Start of Block

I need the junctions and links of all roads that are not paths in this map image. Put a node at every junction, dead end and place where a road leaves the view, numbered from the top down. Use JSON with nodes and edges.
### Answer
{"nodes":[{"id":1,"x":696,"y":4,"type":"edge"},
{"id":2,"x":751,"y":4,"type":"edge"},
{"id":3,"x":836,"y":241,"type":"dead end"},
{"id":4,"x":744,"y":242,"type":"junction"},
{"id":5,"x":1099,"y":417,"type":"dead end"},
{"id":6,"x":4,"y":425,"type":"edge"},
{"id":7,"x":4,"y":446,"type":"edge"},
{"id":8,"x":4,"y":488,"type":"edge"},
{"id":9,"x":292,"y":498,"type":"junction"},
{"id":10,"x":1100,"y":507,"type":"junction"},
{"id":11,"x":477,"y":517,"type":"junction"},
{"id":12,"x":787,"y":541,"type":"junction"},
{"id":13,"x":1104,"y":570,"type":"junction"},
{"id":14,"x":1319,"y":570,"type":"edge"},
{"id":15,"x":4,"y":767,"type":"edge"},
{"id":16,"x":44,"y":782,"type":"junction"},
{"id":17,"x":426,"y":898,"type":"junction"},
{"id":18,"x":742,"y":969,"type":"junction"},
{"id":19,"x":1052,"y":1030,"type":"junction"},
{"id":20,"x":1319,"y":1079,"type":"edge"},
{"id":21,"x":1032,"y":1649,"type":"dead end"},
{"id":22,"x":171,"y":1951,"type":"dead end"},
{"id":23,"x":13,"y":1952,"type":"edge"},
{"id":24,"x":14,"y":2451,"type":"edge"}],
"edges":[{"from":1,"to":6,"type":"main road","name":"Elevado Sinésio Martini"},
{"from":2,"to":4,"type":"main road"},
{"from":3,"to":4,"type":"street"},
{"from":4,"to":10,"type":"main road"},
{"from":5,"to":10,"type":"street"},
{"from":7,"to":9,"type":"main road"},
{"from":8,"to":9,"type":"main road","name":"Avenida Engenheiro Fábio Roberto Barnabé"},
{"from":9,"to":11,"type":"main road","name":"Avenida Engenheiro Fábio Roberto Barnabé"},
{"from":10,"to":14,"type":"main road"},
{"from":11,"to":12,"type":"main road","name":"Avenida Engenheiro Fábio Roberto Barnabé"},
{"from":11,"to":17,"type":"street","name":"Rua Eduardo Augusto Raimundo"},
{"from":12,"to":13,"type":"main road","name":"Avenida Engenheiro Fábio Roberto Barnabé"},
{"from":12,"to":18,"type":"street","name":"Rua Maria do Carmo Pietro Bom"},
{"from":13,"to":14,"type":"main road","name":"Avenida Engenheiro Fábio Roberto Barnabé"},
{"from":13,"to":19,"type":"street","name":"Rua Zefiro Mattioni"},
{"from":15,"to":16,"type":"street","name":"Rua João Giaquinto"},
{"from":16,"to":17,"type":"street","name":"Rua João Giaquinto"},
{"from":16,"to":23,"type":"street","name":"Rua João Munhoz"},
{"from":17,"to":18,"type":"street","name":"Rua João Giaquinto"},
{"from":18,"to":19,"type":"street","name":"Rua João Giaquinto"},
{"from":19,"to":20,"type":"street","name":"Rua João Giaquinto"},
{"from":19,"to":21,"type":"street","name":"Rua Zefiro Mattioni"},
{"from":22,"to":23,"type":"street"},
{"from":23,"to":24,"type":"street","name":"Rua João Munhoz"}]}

End of Block

#### PROBLEM:
Copy out every line from the data above in which the word "road" occurs.

#### PROBLEM SOLUTION:
I need the junctions and links of all roads that are not paths in this map image. Put a node at every junction, dead end and place where a road leaves the view, numbered from the top down. Use JSON with nodes and edges.
"edges":[{"from":1,"to":6,"type":"main road","name":"Elevado Sinésio Martini"},
{"from":2,"to":4,"type":"main road"},
{"from":4,"to":10,"type":"main road"},
{"from":7,"to":9,"type":"main road"},
{"from":8,"to":9,"type":"main road","name":"Avenida Engenheiro Fábio Roberto Barnabé"},
{"from":9,"to":11,"type":"main road","name":"Avenida Engenheiro Fábio Roberto Barnabé"},
{"from":10,"to":14,"type":"main road"},
{"from":11,"to":12,"type":"main road","name":"Avenida Engenheiro Fábio Roberto Barnabé"},
{"from":12,"to":13,"type":"main road","name":"Avenida Engenheiro Fábio Roberto Barnabé"},
{"from":13,"to":14,"type":"main road","name":"Avenida Engenheiro Fábio Roberto Barnabé"},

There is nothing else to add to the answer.